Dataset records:
· · ·
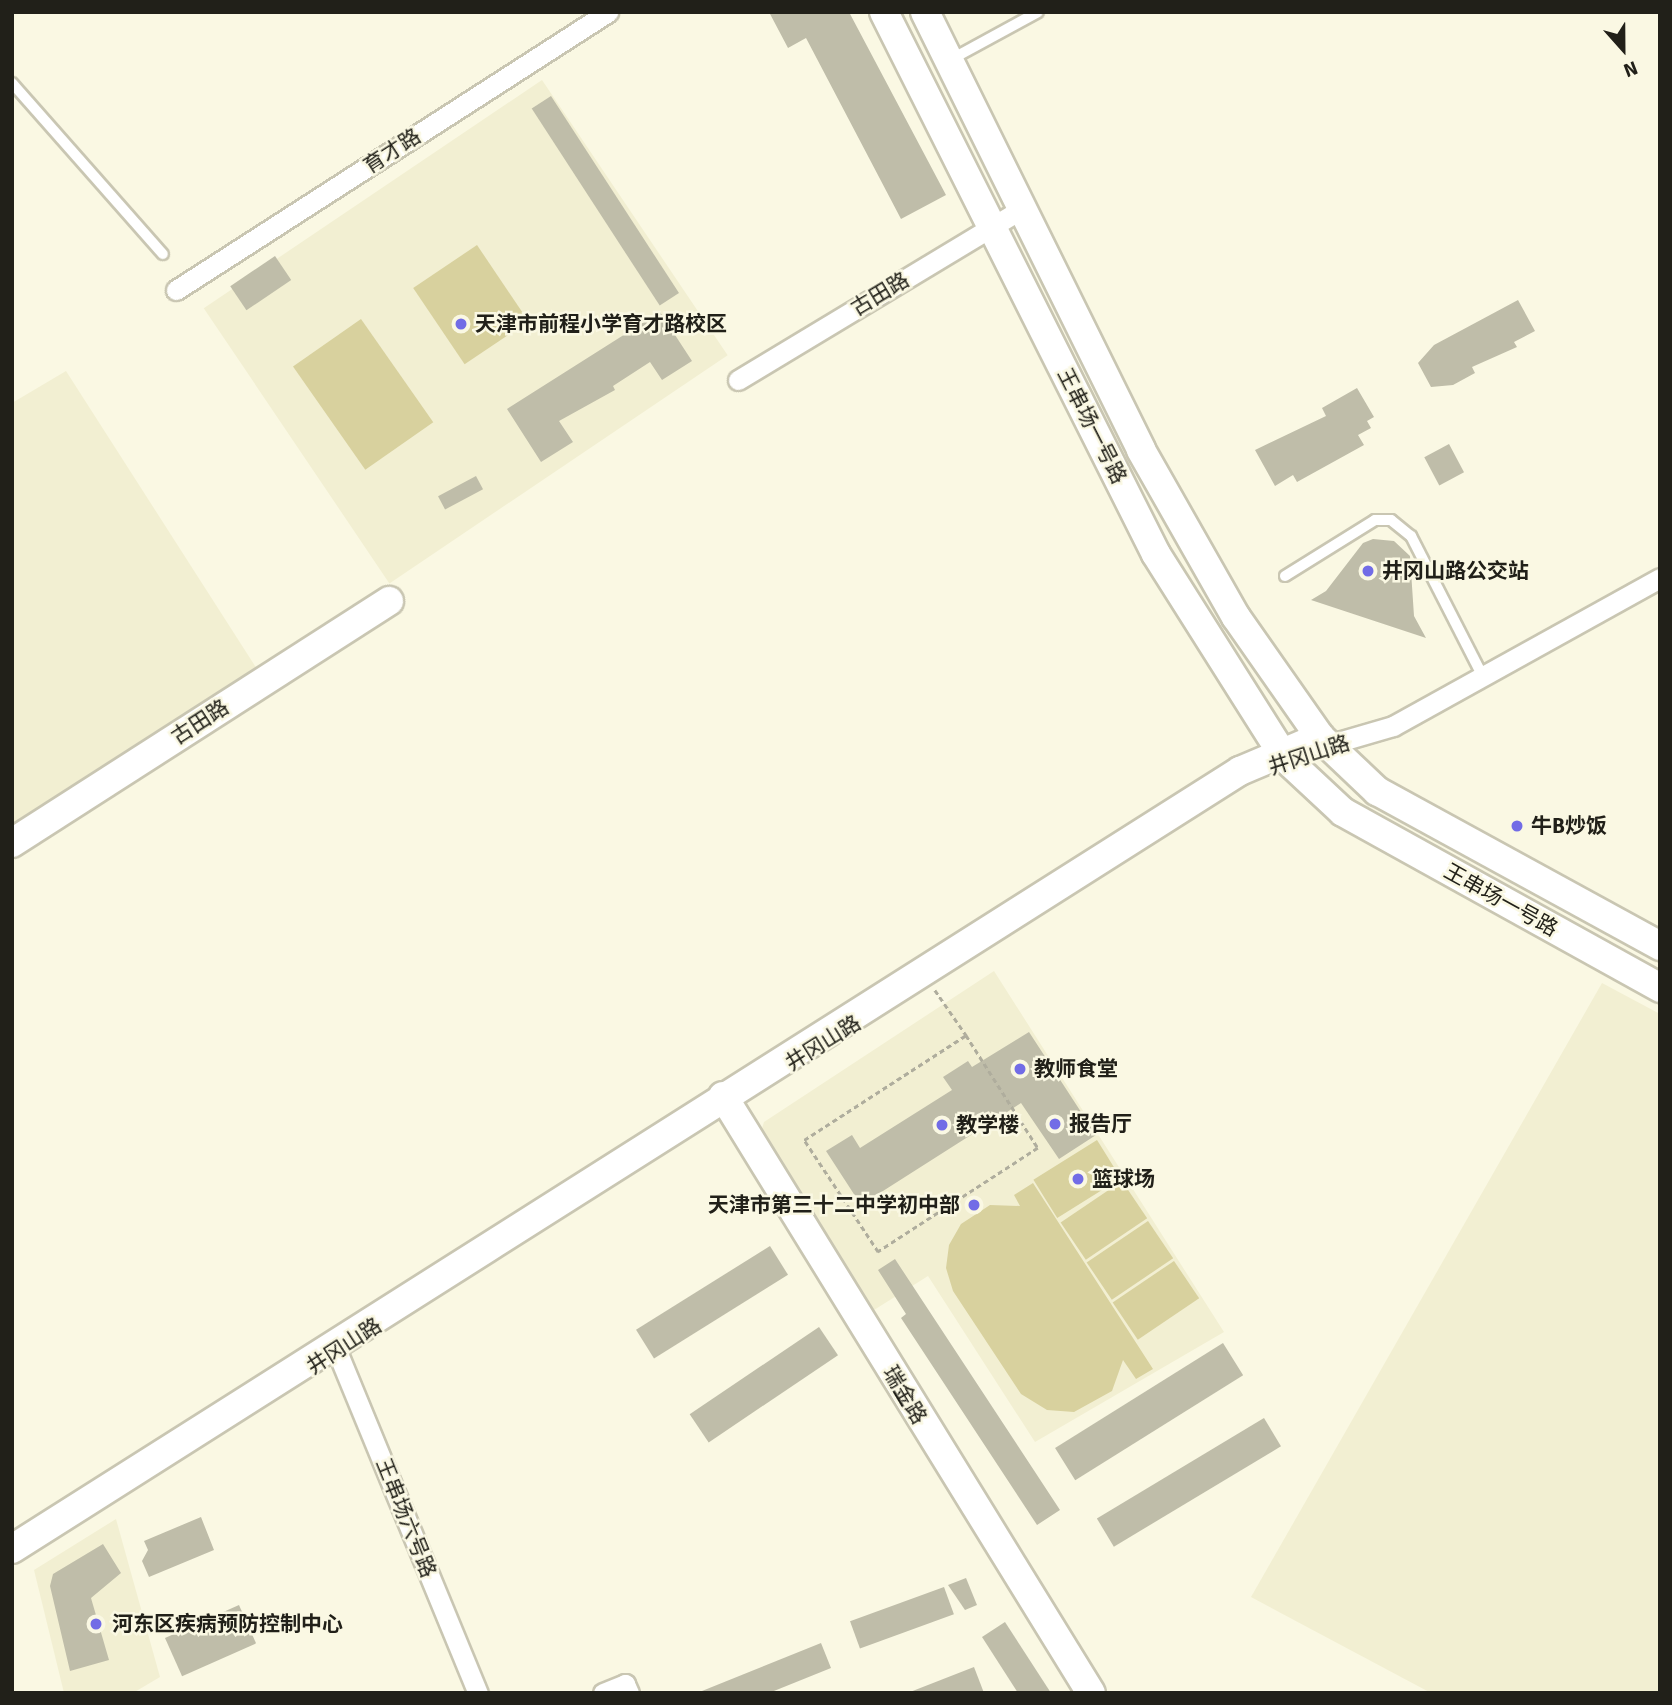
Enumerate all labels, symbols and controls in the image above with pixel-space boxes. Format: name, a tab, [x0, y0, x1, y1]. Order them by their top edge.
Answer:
north arrow	[1588, 14, 1658, 84]
text: N	[1620, 55, 1641, 82]
street label: 育才路	[359, 123, 425, 179]
street label: 古田路	[847, 267, 913, 321]
place label: 天津市前程小学育才路校区	[475, 311, 727, 337]
marker: 天津市前程小学育才路校区	[453, 316, 469, 332]
street label: 王串场一号路	[1052, 364, 1132, 488]
place label: 井冈山路公交站	[1382, 558, 1529, 584]
marker: 井冈山路公交站	[1360, 563, 1376, 579]
street label: 古田路	[167, 694, 233, 750]
street label: 井冈山路	[1265, 730, 1353, 780]
place label: 牛B炒饭	[1531, 813, 1607, 839]
marker: 牛B炒饭	[1509, 818, 1525, 834]
street label: 王串场一号路	[1440, 858, 1562, 942]
street label: 井冈山路	[781, 1010, 865, 1076]
place label: 教师食堂	[1034, 1056, 1118, 1082]
marker: 教师食堂	[1012, 1061, 1028, 1077]
place label: 报告厅	[1069, 1111, 1132, 1137]
place label: 教学楼	[956, 1112, 1019, 1138]
marker: 报告厅	[1047, 1116, 1063, 1132]
marker: 教学楼	[934, 1117, 950, 1133]
place label: 篮球场	[1092, 1166, 1155, 1192]
marker: 篮球场	[1070, 1171, 1086, 1187]
place label: 天津市第三十二中学初中部	[708, 1192, 960, 1218]
marker: 天津市第三十二中学初中部	[966, 1197, 982, 1213]
street label: 井冈山路	[302, 1313, 386, 1379]
street label: 瑞金路	[878, 1362, 932, 1428]
street label: 王串场六号路	[371, 1455, 441, 1581]
place label: 河东区疾病预防控制中心	[112, 1611, 343, 1637]
marker: 河东区疾病预防控制中心	[86, 1614, 106, 1634]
· · ·
● HOW TO COMPLETE THIS TASK
Your task is an exact printout of the records above, with no pictures.

● RESPONSE AREA
Enumerate all labels, symbols and controls in the image above with pixel-space boxes. Format: name, a tab, [x0, y0, x1, y1]. Order them by their top edge.
Answer:
north arrow	[1588, 14, 1658, 84]
text: N	[1620, 55, 1641, 82]
street label: 育才路	[359, 123, 425, 179]
street label: 古田路	[847, 267, 913, 321]
place label: 天津市前程小学育才路校区	[475, 311, 727, 337]
marker: 天津市前程小学育才路校区	[453, 316, 469, 332]
street label: 王串场一号路	[1052, 364, 1132, 488]
place label: 井冈山路公交站	[1382, 558, 1529, 584]
marker: 井冈山路公交站	[1360, 563, 1376, 579]
street label: 古田路	[167, 694, 233, 750]
street label: 井冈山路	[1265, 730, 1353, 780]
place label: 牛B炒饭	[1531, 813, 1607, 839]
marker: 牛B炒饭	[1509, 818, 1525, 834]
street label: 王串场一号路	[1440, 858, 1562, 942]
street label: 井冈山路	[781, 1010, 865, 1076]
place label: 教师食堂	[1034, 1056, 1118, 1082]
marker: 教师食堂	[1012, 1061, 1028, 1077]
place label: 报告厅	[1069, 1111, 1132, 1137]
place label: 教学楼	[956, 1112, 1019, 1138]
marker: 报告厅	[1047, 1116, 1063, 1132]
marker: 教学楼	[934, 1117, 950, 1133]
place label: 篮球场	[1092, 1166, 1155, 1192]
marker: 篮球场	[1070, 1171, 1086, 1187]
place label: 天津市第三十二中学初中部	[708, 1192, 960, 1218]
marker: 天津市第三十二中学初中部	[966, 1197, 982, 1213]
street label: 井冈山路	[302, 1313, 386, 1379]
street label: 瑞金路	[878, 1362, 932, 1428]
street label: 王串场六号路	[371, 1455, 441, 1581]
place label: 河东区疾病预防控制中心	[112, 1611, 343, 1637]
marker: 河东区疾病预防控制中心	[86, 1614, 106, 1634]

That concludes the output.